According to the Bureau of Labor Statistics, the United States economy generated a historic number of jobs in 2021.

Meanwhile, the four-week estimate of new jobless claims, calculated for instability, fell to its lowest level since the late 1960s in late December.

During this period, the S&P 500 completed the year with a 29% gain, having reached 70 new all-time peaks in 2021 alone.

No Significant Impacts from the Virus

Nevertheless, there are currently over 2.5 million fewer employees than there were in 2019; specialists are concerned widespread coronavirus outbreaks in important labor markets across the country might halt and possibly reverse economic growth in 2021.

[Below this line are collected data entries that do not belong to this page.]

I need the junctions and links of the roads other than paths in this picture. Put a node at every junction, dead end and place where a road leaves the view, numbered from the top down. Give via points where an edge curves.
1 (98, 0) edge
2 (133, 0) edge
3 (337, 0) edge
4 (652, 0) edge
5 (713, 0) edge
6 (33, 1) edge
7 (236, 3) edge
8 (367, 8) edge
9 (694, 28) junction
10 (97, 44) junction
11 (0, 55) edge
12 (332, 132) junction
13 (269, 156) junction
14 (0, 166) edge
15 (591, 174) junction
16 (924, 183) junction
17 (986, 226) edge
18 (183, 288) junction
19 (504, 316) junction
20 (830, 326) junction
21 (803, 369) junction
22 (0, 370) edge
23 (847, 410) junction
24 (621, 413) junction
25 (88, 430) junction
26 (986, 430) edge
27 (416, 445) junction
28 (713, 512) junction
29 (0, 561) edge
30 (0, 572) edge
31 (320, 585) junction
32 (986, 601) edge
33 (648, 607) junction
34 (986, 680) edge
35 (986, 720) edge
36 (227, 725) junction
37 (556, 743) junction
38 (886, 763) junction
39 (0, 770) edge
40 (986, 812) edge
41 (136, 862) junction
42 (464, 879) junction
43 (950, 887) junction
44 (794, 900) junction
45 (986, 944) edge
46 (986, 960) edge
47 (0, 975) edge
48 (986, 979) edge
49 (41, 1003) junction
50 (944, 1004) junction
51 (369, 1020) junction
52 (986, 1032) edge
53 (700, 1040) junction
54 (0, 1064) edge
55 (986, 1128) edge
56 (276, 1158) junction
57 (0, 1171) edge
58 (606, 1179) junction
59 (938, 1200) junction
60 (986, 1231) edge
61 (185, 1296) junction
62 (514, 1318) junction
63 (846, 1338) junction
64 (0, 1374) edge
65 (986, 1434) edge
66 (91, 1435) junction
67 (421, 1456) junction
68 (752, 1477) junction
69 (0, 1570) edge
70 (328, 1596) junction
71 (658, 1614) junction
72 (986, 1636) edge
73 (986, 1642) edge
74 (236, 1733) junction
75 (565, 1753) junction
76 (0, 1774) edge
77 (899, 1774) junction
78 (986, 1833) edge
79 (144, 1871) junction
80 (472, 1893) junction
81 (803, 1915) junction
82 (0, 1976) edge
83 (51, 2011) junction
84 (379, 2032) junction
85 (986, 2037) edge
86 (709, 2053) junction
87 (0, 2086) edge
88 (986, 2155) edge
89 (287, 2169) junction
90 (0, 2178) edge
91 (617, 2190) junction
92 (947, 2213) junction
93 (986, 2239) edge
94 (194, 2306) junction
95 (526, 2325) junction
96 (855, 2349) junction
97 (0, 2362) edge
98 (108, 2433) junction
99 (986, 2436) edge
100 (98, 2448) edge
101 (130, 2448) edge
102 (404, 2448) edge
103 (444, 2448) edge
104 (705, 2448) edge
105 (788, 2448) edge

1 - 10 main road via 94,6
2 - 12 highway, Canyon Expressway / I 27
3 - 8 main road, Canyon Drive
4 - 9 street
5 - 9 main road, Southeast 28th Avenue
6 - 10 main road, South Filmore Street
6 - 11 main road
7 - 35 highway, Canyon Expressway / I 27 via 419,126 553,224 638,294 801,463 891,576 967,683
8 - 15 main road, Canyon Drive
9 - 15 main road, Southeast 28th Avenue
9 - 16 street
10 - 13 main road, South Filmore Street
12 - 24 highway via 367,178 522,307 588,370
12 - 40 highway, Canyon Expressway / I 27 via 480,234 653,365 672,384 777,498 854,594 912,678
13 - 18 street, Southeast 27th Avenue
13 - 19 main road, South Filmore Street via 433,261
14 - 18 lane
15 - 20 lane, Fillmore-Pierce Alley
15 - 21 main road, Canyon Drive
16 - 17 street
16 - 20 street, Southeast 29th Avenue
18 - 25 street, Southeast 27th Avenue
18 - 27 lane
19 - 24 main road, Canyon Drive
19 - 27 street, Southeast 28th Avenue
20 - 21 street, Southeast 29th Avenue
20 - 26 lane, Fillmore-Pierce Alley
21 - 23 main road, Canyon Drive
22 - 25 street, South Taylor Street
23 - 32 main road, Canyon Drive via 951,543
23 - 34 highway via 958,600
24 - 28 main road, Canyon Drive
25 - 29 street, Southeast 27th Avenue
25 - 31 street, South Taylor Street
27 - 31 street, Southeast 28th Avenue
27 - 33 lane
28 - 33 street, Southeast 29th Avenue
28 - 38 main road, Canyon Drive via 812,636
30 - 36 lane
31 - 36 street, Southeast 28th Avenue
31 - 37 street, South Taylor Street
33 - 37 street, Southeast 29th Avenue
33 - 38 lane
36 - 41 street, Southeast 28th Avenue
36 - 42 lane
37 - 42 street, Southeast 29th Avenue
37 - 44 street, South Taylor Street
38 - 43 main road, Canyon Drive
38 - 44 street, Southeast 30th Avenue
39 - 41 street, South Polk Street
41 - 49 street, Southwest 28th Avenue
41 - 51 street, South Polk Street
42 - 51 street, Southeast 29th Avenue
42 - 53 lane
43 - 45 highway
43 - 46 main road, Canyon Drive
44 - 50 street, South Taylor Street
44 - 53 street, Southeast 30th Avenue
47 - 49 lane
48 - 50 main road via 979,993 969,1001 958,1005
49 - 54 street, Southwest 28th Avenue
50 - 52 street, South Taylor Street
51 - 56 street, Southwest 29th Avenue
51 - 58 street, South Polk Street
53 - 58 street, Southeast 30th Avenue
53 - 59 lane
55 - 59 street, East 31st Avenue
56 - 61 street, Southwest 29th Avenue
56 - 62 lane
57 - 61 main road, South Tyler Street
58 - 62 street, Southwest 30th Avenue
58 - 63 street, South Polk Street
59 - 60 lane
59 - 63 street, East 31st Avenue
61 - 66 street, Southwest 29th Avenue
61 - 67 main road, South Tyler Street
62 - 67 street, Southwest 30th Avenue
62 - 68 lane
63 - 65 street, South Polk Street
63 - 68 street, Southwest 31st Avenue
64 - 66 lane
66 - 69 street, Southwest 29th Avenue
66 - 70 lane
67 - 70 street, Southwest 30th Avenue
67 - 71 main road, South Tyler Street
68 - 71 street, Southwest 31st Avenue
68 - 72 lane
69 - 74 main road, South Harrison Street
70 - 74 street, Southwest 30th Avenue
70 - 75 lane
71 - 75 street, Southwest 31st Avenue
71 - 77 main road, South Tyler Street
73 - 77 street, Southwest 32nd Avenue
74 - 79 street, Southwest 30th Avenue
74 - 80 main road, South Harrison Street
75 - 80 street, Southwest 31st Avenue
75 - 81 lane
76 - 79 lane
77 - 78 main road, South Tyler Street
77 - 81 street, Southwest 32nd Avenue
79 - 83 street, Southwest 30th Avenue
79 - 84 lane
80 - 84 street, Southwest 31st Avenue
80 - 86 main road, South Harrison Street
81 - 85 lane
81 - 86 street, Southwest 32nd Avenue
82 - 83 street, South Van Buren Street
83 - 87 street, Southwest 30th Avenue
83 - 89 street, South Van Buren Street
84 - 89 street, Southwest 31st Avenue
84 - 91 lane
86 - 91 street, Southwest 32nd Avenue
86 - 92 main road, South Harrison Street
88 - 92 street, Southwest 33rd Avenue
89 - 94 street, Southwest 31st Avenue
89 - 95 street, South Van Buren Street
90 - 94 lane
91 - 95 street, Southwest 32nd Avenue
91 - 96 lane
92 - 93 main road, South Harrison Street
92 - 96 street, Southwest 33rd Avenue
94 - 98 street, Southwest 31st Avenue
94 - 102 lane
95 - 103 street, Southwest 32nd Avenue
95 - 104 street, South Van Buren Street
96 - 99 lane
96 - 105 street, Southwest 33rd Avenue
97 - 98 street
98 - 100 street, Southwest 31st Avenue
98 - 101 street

This is not reflected in the current labor figures, according to Oxford Economics analyst Nancy Vanden Houten.

In the short term, at least in the context of data sets, they haven’t noticed any significant effects from omicron on labor force statistics, according to the expert. She believes companies are trying to stay open, considering that omicron has milder symptoms.

A minor but perceptible impact of omicron on companies in December happened notably in hospitality and tourism. Several major cities implemented new mitigating standards for indoor eating and other enterprises.

Meanwhile, COVID led airlines to reschedule scores of flights over the holidays. The president is cognizant of the potential economic consequences of another COVID surge if not properly managed.

For the winter COVID-19 wave of 2020, one top White House adviser advised reporters not to repeat errors. That individual stated categorically they would not be locked down. That’s the main message [Biden] keeps repeating.

Less Severe Strain

On Wednesday, Dr. Anthony Fauci, Biden’s main medical adviser, stated the omicron strain would probably result in considerably fewer extreme situations than 2020’s alpha surge.

White House sources told the Washington Examiner this surge should allow for minimizing any new wave’s economic damage.

In the US, data is accumulating.

He claims the increase in cases is out of proportion to hospitalization. Hospital admissions and fatalities are lagging indicators. With additional clarity, the pattern and difference between cases and hospitalizations support a lower hospitalization-to-case rate.

There are early signs of relatively mild illness from omicron, particularly among the vaccinated and boosted, said CDC Director Rochelle Walensky during a press conference.

The US concluded 2021 with a streak of daily COVID-19 case highs. The New York Times revealed 488,000 cases were reported on Wednesday, a record broken by 580,000 on Thursday.

While the United States focuses on reducing hospital capacity strains, allies such as the United Kingdom and France are considering new lockdowns and remediation guidelines to slow the spread of omicron.

Several economists have already revised their 2022 economic forecasts. Moody’s senior economist Mark Zandi cut his first-quarter GDP forecast by 3%, citing growing economic damage.

Generally, each new wave does less harm than earlier waves, he added, before explaining it starts to feel very comparable to when delta struck.